Data below:

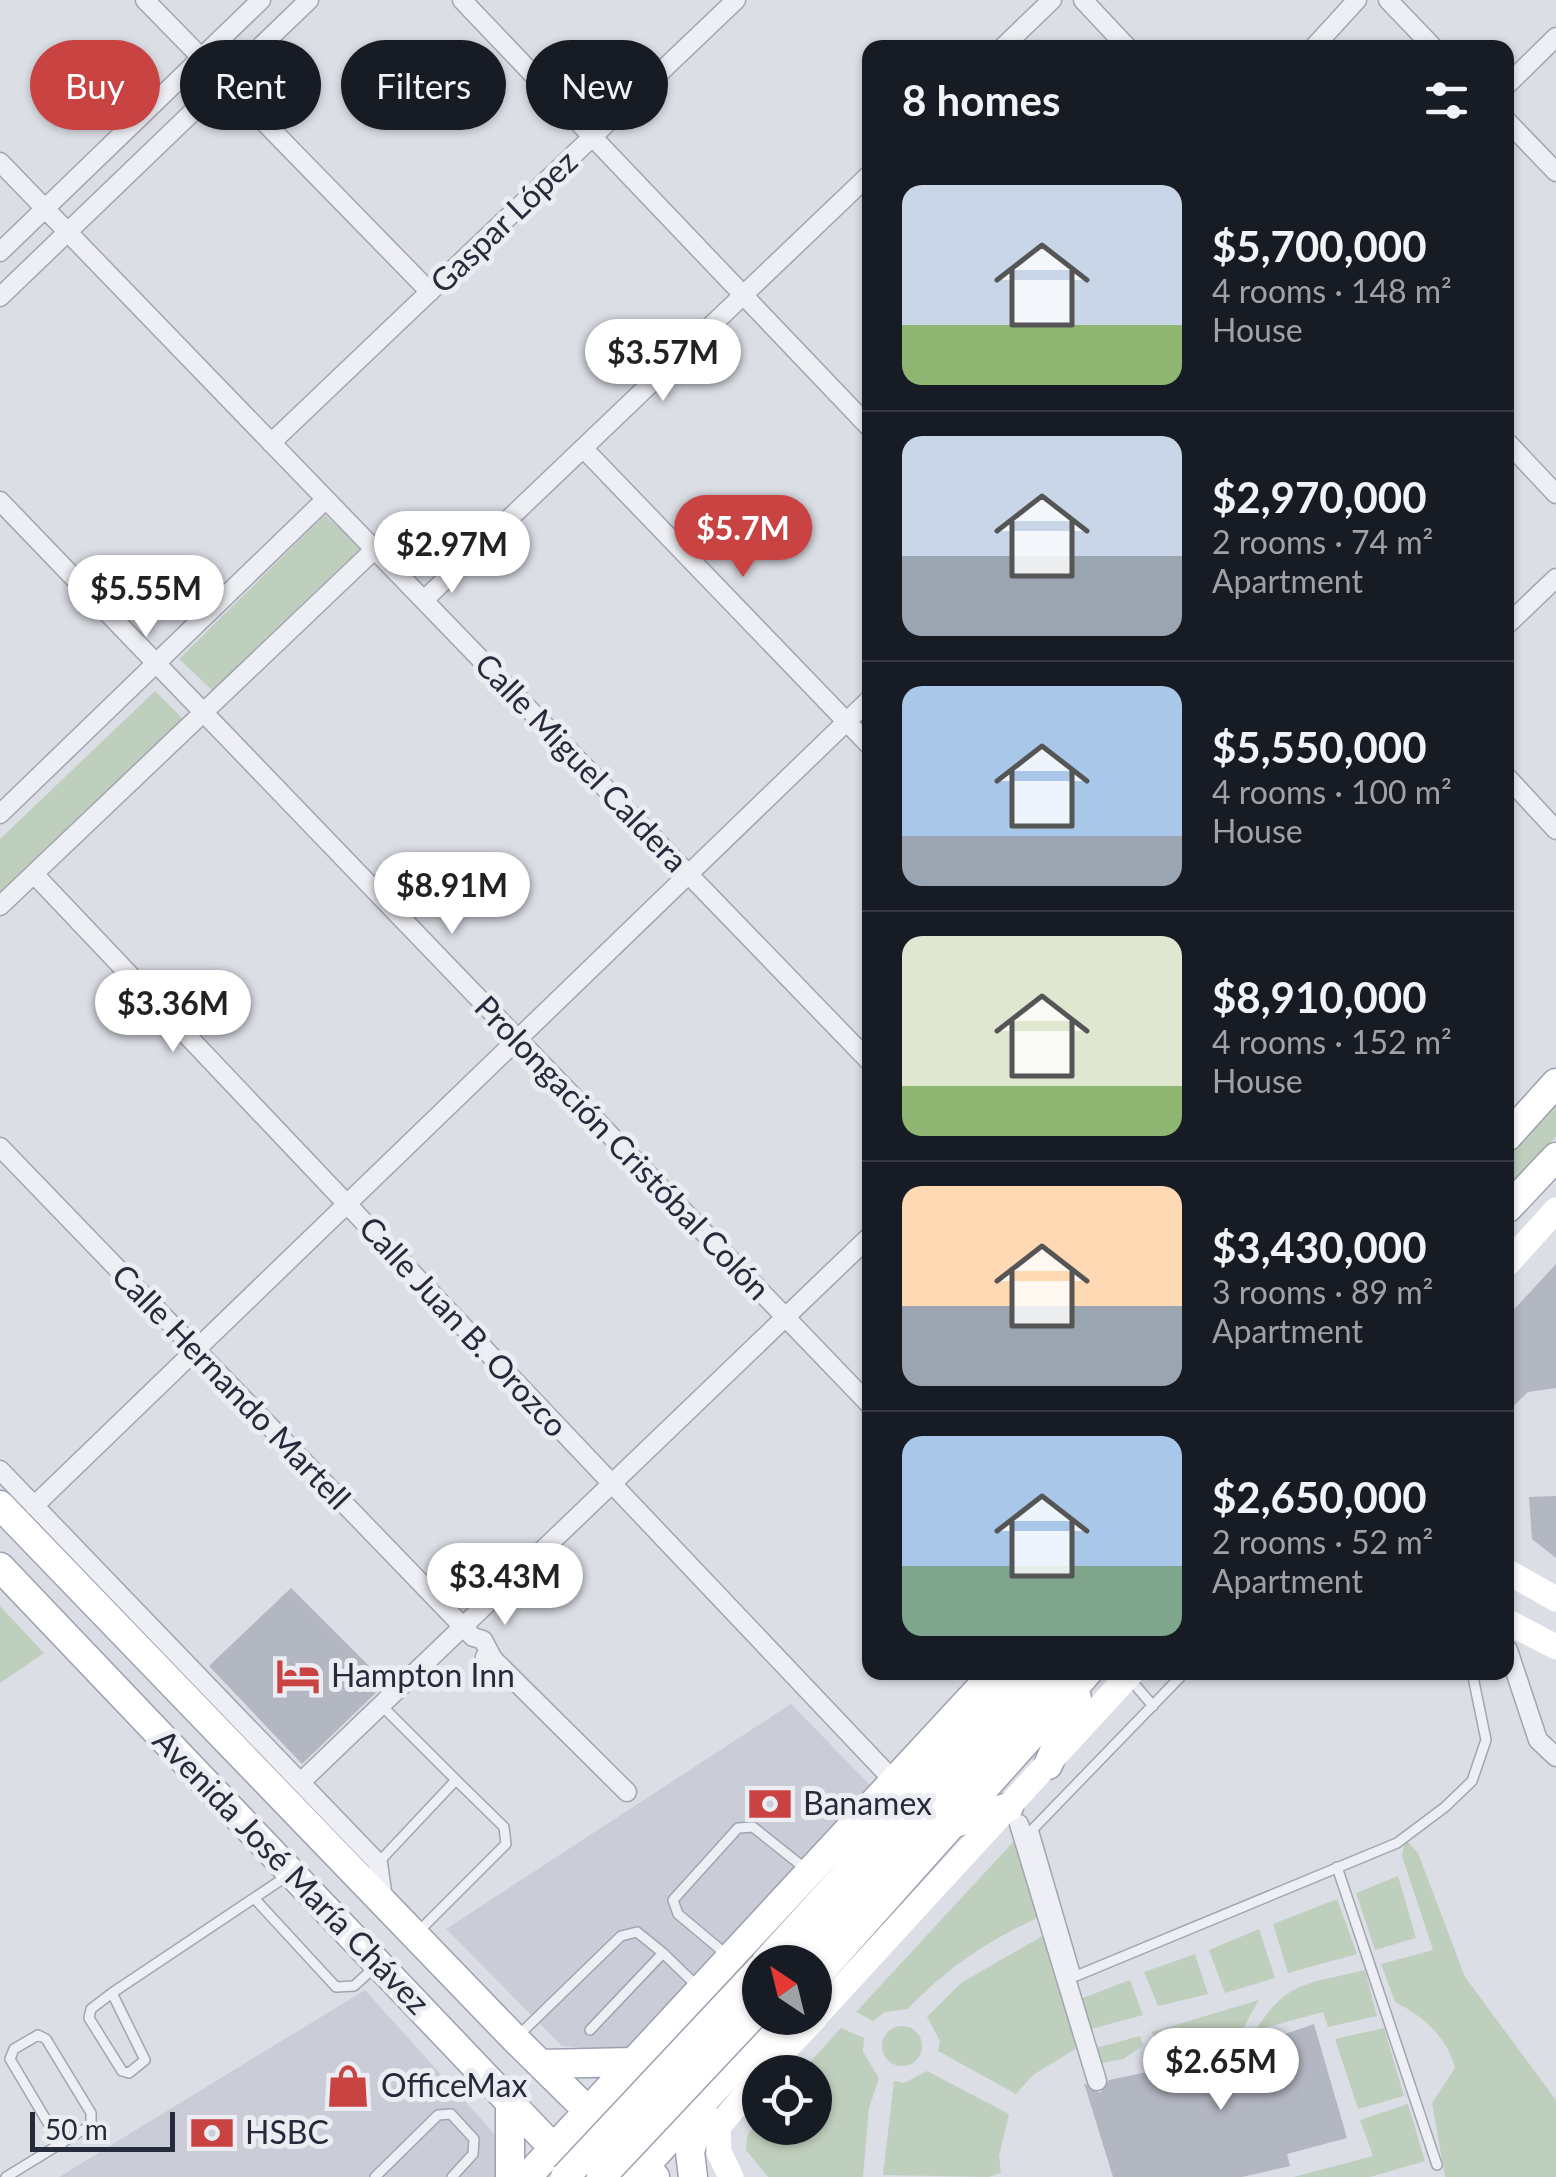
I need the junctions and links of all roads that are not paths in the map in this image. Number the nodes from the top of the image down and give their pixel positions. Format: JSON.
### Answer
{"nodes":[{"id":1,"x":145,"y":0,"type":"edge"},
{"id":2,"x":261,"y":0,"type":"edge"},
{"id":3,"x":310,"y":0,"type":"edge"},
{"id":4,"x":462,"y":0,"type":"edge"},
{"id":5,"x":736,"y":0,"type":"edge"},
{"id":6,"x":1052,"y":0,"type":"edge"},
{"id":7,"x":1083,"y":0,"type":"edge"},
{"id":8,"x":1357,"y":0,"type":"edge"},
{"id":9,"x":1388,"y":0,"type":"edge"},
{"id":10,"x":1556,"y":37,"type":"edge"},
{"id":11,"x":184,"y":40,"type":"edge"},
{"id":12,"x":218,"y":40,"type":"edge"},
{"id":13,"x":268,"y":40,"type":"edge"},
{"id":14,"x":1010,"y":40,"type":"edge"},
{"id":15,"x":1120,"y":40,"type":"edge"},
{"id":16,"x":1321,"y":40,"type":"edge"},
{"id":17,"x":1426,"y":40,"type":"edge"},
{"id":18,"x":180,"y":77,"type":"edge"},
{"id":19,"x":1514,"y":78,"type":"edge"},
{"id":20,"x":180,"y":124,"type":"edge"},
{"id":21,"x":1514,"y":128,"type":"edge"},
{"id":22,"x":273,"y":130,"type":"edge"},
{"id":23,"x":592,"y":137,"type":"junction"},
{"id":24,"x":0,"y":162,"type":"edge"},
{"id":25,"x":1556,"y":172,"type":"edge"},
{"id":26,"x":862,"y":182,"type":"edge"},
{"id":27,"x":45,"y":209,"type":"junction"},
{"id":28,"x":68,"y":232,"type":"junction"},
{"id":29,"x":0,"y":252,"type":"edge"},
{"id":30,"x":430,"y":292,"type":"junction"},
{"id":31,"x":744,"y":295,"type":"junction"},
{"id":32,"x":0,"y":297,"type":"edge"},
{"id":33,"x":862,"y":420,"type":"edge"},
{"id":34,"x":271,"y":443,"type":"junction"},
{"id":35,"x":583,"y":448,"type":"junction"},
{"id":36,"x":1514,"y":449,"type":"edge"},
{"id":37,"x":1556,"y":494,"type":"edge"},
{"id":38,"x":326,"y":500,"type":"junction"},
{"id":39,"x":0,"y":501,"type":"edge"},
{"id":40,"x":374,"y":550,"type":"junction"},
{"id":41,"x":1556,"y":578,"type":"edge"},
{"id":42,"x":424,"y":600,"type":"junction"},
{"id":43,"x":1514,"y":618,"type":"edge"},
{"id":44,"x":156,"y":663,"type":"junction"},
{"id":45,"x":862,"y":707,"type":"edge"},
{"id":46,"x":204,"y":712,"type":"junction"},
{"id":47,"x":847,"y":722,"type":"junction"},
{"id":48,"x":862,"y":738,"type":"edge"},
{"id":49,"x":1514,"y":784,"type":"edge"},
{"id":50,"x":0,"y":814,"type":"edge"},
{"id":51,"x":1556,"y":830,"type":"edge"},
{"id":52,"x":34,"y":874,"type":"junction"},
{"id":53,"x":688,"y":874,"type":"junction"},
{"id":54,"x":0,"y":906,"type":"edge"},
{"id":55,"x":518,"y":1039,"type":"junction"},
{"id":56,"x":862,"y":1054,"type":"edge"},
{"id":57,"x":1556,"y":1083,"type":"edge"},
{"id":58,"x":1514,"y":1121,"type":"edge"},
{"id":59,"x":0,"y":1147,"type":"edge"},
{"id":60,"x":1556,"y":1157,"type":"edge"},
{"id":61,"x":1514,"y":1202,"type":"edge"},
{"id":62,"x":347,"y":1204,"type":"junction"},
{"id":63,"x":1556,"y":1210,"type":"edge"},
{"id":64,"x":862,"y":1244,"type":"edge"},
{"id":65,"x":1514,"y":1256,"type":"edge"},
{"id":66,"x":785,"y":1317,"type":"junction"},
{"id":67,"x":196,"y":1350,"type":"junction"},
{"id":68,"x":862,"y":1398,"type":"edge"},
{"id":69,"x":0,"y":1470,"type":"edge"},
{"id":70,"x":612,"y":1483,"type":"junction"},
{"id":71,"x":0,"y":1506,"type":"edge"},
{"id":72,"x":34,"y":1506,"type":"junction"},
{"id":73,"x":0,"y":1567,"type":"edge"},
{"id":74,"x":1514,"y":1575,"type":"edge"},
{"id":75,"x":1556,"y":1599,"type":"edge"},
{"id":76,"x":1514,"y":1625,"type":"edge"},
{"id":77,"x":468,"y":1631,"type":"junction"},
{"id":78,"x":1556,"y":1647,"type":"edge"},
{"id":79,"x":1514,"y":1668,"type":"edge"},
{"id":80,"x":987,"y":1680,"type":"edge"},
{"id":81,"x":1023,"y":1680,"type":"edge"},
{"id":82,"x":1051,"y":1680,"type":"edge"},
{"id":83,"x":1082,"y":1680,"type":"edge"},
{"id":84,"x":1085,"y":1680,"type":"edge"},
{"id":85,"x":1125,"y":1680,"type":"edge"},
{"id":86,"x":1134,"y":1680,"type":"edge"},
{"id":87,"x":1177,"y":1680,"type":"edge"},
{"id":88,"x":1474,"y":1680,"type":"edge"},
{"id":89,"x":381,"y":1705,"type":"junction"},
{"id":90,"x":1153,"y":1706,"type":"junction"},
{"id":91,"x":1556,"y":1757,"type":"edge"},
{"id":92,"x":1048,"y":1765,"type":"junction"},
{"id":93,"x":456,"y":1780,"type":"junction"},
{"id":94,"x":893,"y":1780,"type":"junction"},
{"id":95,"x":302,"y":1781,"type":"junction"},
{"id":96,"x":628,"y":1792,"type":"dead end"},
{"id":97,"x":1020,"y":1820,"type":"junction"},
{"id":98,"x":953,"y":1823,"type":"junction"},
{"id":99,"x":378,"y":1863,"type":"junction"},
{"id":100,"x":1337,"y":1868,"type":"junction"},
{"id":101,"x":809,"y":1872,"type":"junction"},
{"id":102,"x":292,"y":1873,"type":"junction"},
{"id":103,"x":254,"y":1898,"type":"junction"},
{"id":104,"x":383,"y":1899,"type":"junction"},
{"id":105,"x":770,"y":1914,"type":"junction"},
{"id":106,"x":416,"y":1934,"type":"junction"},
{"id":107,"x":758,"y":1945,"type":"edge"},
{"id":108,"x":781,"y":1945,"type":"edge"},
{"id":109,"x":814,"y":1945,"type":"edge"},
{"id":110,"x":663,"y":1953,"type":"junction"},
{"id":111,"x":730,"y":1957,"type":"junction"},
{"id":112,"x":832,"y":1959,"type":"edge"},
{"id":113,"x":378,"y":1964,"type":"junction"},
{"id":114,"x":742,"y":1988,"type":"edge"},
{"id":115,"x":700,"y":1989,"type":"junction"},
{"id":116,"x":112,"y":1993,"type":"junction"},
{"id":117,"x":832,"y":2001,"type":"edge"},
{"id":118,"x":742,"y":2027,"type":"edge"},
{"id":119,"x":590,"y":2030,"type":"dead end"},
{"id":120,"x":767,"y":2035,"type":"edge"},
{"id":121,"x":799,"y":2035,"type":"edge"},
{"id":122,"x":515,"y":2039,"type":"junction"},
{"id":123,"x":780,"y":2055,"type":"edge"},
{"id":124,"x":633,"y":2062,"type":"junction"},
{"id":125,"x":542,"y":2064,"type":"junction"},
{"id":126,"x":1097,"y":2082,"type":"dead end"},
{"id":127,"x":742,"y":2087,"type":"edge"},
{"id":128,"x":723,"y":2099,"type":"junction"},
{"id":129,"x":510,"y":2103,"type":"junction"},
{"id":130,"x":587,"y":2112,"type":"junction"},
{"id":131,"x":61,"y":2145,"type":"junction"},
{"id":132,"x":554,"y":2148,"type":"junction"},
{"id":133,"x":1437,"y":2165,"type":"dead end"},
{"id":134,"x":645,"y":2174,"type":"edge"},
{"id":135,"x":6,"y":2177,"type":"edge"},
{"id":136,"x":375,"y":2177,"type":"edge"},
{"id":137,"x":452,"y":2177,"type":"edge"},
{"id":138,"x":510,"y":2177,"type":"edge"},
{"id":139,"x":526,"y":2177,"type":"edge"},
{"id":140,"x":565,"y":2177,"type":"edge"},
{"id":141,"x":581,"y":2177,"type":"edge"},
{"id":142,"x":601,"y":2177,"type":"edge"},
{"id":143,"x":693,"y":2177,"type":"edge"},
{"id":144,"x":732,"y":2177,"type":"edge"}],
"edges":[{"from":1,"to":11,"type":"street"},
{"from":2,"to":12,"type":"street"},
{"from":3,"to":13,"type":"street"},
{"from":4,"to":23,"type":"street"},
{"from":5,"to":23,"type":"street","name":"Gaspar López"},
{"from":6,"to":14,"type":"street"},
{"from":7,"to":15,"type":"street"},
{"from":8,"to":16,"type":"street"},
{"from":9,"to":17,"type":"street"},
{"from":10,"to":19,"type":"street"},
{"from":18,"to":27,"type":"street"},
{"from":20,"to":28,"type":"street"},
{"from":21,"to":25,"type":"street"},
{"from":22,"to":30,"type":"street"},
{"from":23,"to":30,"type":"street","name":"Gaspar López"},
{"from":23,"to":31,"type":"street"},
{"from":24,"to":27,"type":"street","name":"Calle Miguel Caldera"},
{"from":26,"to":31,"type":"street"},
{"from":27,"to":28,"type":"street","name":"Calle Miguel Caldera"},
{"from":27,"to":29,"type":"street"},
{"from":28,"to":32,"type":"street"},
{"from":28,"to":34,"type":"street","name":"Calle Miguel Caldera"},
{"from":30,"to":34,"type":"street","name":"Gaspar López"},
{"from":31,"to":33,"type":"street"},
{"from":31,"to":35,"type":"street"},
{"from":34,"to":38,"type":"street","name":"Calle Miguel Caldera"},
{"from":35,"to":42,"type":"street"},
{"from":35,"to":47,"type":"street"},
{"from":36,"to":37,"type":"street"},
{"from":38,"to":40,"type":"street","name":"Calle Miguel Caldera"},
{"from":38,"to":44,"type":"street"},
{"from":39,"to":44,"type":"street","name":"Prolongación Cristóbal Colón"},
{"from":40,"to":42,"type":"street","name":"Calle Miguel Caldera"},
{"from":40,"to":46,"type":"street"},
{"from":41,"to":43,"type":"street"},
{"from":42,"to":53,"type":"street","name":"Calle Miguel Caldera"},
{"from":44,"to":46,"type":"street","name":"Prolongación Cristóbal Colón"},
{"from":44,"to":50,"type":"street"},
{"from":45,"to":47,"type":"street"},
{"from":46,"to":52,"type":"street"},
{"from":46,"to":55,"type":"street","name":"Prolongación Cristóbal Colón"},
{"from":47,"to":48,"type":"street"},
{"from":47,"to":53,"type":"street"},
{"from":49,"to":51,"type":"street"},
{"from":52,"to":54,"type":"street"},
{"from":52,"to":62,"type":"street","name":"Calle Juan B. Orozco"},
{"from":53,"to":55,"type":"street"},
{"from":53,"to":56,"type":"street","name":"Calle Miguel Caldera"},
{"from":55,"to":62,"type":"street"},
{"from":55,"to":66,"type":"street","name":"Prolongación Cristóbal Colón"},
{"from":57,"to":58,"type":"main road"},
{"from":59,"to":67,"type":"street","name":"Calle Hernando Martell"},
{"from":60,"to":61,"type":"main road"},
{"from":62,"to":67,"type":"street"},
{"from":62,"to":70,"type":"street","name":"Calle Juan B. Orozco"},
{"from":63,"to":65,"type":"street"},
{"from":64,"to":66,"type":"street"},
{"from":66,"to":68,"type":"street","name":"Prolongación Cristóbal Colón"},
{"from":66,"to":70,"type":"street"},
{"from":67,"to":72,"type":"street"},
{"from":67,"to":77,"type":"street","name":"Calle Hernando Martell"},
{"from":69,"to":72,"type":"street"},
{"from":70,"to":77,"type":"street"},
{"from":70,"to":94,"type":"street","name":"Calle Juan B. Orozco"},
{"from":71,"to":104,"type":"main road","name":"Avenida José María Chávez"},
{"from":72,"to":95,"type":"street"},
{"from":73,"to":102,"type":"main road","name":"Avenida José María Chávez"},
{"from":74,"to":75,"type":"street"},
{"from":76,"to":78,"type":"street"},
{"from":77,"to":89,"type":"street"},
{"from":77,"to":96,"type":"street","name":"Calle Hernando Martell"},
{"from":79,"to":91,"type":"street"},
{"from":80,"to":94,"type":"main road"},
{"from":81,"to":108,"type":"main road"},
{"from":82,"to":109,"type":"main road"},
{"from":83,"to":98,"type":"main road"},
{"from":84,"to":92,"type":"main road"},
{"from":85,"to":92,"type":"street"},
{"from":86,"to":90,"type":"lane"},
{"from":87,"to":90,"type":"lane"},
{"from":88,"to":100,"type":"lane"},
{"from":89,"to":93,"type":"lane"},
{"from":89,"to":95,"type":"street"},
{"from":90,"to":97,"type":"lane"},
{"from":92,"to":97,"type":"street"},
{"from":93,"to":99,"type":"lane"},
{"from":93,"to":106,"type":"lane"},
{"from":94,"to":101,"type":"main road"},
{"from":95,"to":99,"type":"street"},
{"from":97,"to":98,"type":"main road"},
{"from":97,"to":100,"type":"lane"},
{"from":97,"to":117,"type":"street"},
{"from":97,"to":126,"type":"street"},
{"from":98,"to":112,"type":"main road"},
{"from":99,"to":104,"type":"street","name":"Avenida José María Chávez"},
{"from":100,"to":133,"type":"lane"},
{"from":101,"to":105,"type":"main road"},
{"from":101,"to":111,"type":"lane"},
{"from":102,"to":103,"type":"lane"},
{"from":102,"to":113,"type":"main road","name":"Avenida José María Chávez"},
{"from":103,"to":113,"type":"lane"},
{"from":103,"to":116,"type":"lane"},
{"from":104,"to":106,"type":"main road","name":"Avenida José María Chávez"},
{"from":105,"to":107,"type":"main road"},
{"from":105,"to":111,"type":"main road"},
{"from":106,"to":122,"type":"main road","name":"Avenida José María Chávez"},
{"from":110,"to":115,"type":"lane"},
{"from":110,"to":119,"type":"lane"},
{"from":110,"to":122,"type":"lane"},
{"from":111,"to":115,"type":"main road"},
{"from":113,"to":129,"type":"main road","name":"Avenida José María Chávez"},
{"from":114,"to":140,"type":"main road","bridge":true},
{"from":115,"to":124,"type":"main road"},
{"from":116,"to":116,"type":"lane"},
{"from":118,"to":142,"type":"main road","bridge":true},
{"from":120,"to":128,"type":"main road"},
{"from":121,"to":123,"type":"street"},
{"from":122,"to":125,"type":"main road","name":"Avenida José María Chávez"},
{"from":124,"to":125,"type":"main road"},
{"from":124,"to":130,"type":"main road"},
{"from":125,"to":130,"type":"main road","name":"Avenida José María Chávez"},
{"from":127,"to":128,"type":"street"},
{"from":128,"to":134,"type":"main road"},
{"from":128,"to":143,"type":"main road"},
{"from":128,"to":144,"type":"street"},
{"from":129,"to":132,"type":"main road","name":"Avenida José María Chávez"},
{"from":129,"to":138,"type":"main road"},
{"from":130,"to":132,"type":"main road"},
{"from":130,"to":134,"type":"main road","name":"Avenida José María Chávez"},
{"from":131,"to":131,"type":"lane"},
{"from":131,"to":135,"type":"lane"},
{"from":132,"to":139,"type":"main road"},
{"from":132,"to":141,"type":"main road","name":"Avenida José María Chávez"},
{"from":136,"to":137,"type":"lane"}]}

End of Data.

Aim of the task ::
For each line of the data that has the word "Juan", report that line.

Answer to the problem ::
{"from":52,"to":62,"type":"street","name":"Calle Juan B. Orozco"},
{"from":62,"to":70,"type":"street","name":"Calle Juan B. Orozco"},
{"from":70,"to":94,"type":"street","name":"Calle Juan B. Orozco"},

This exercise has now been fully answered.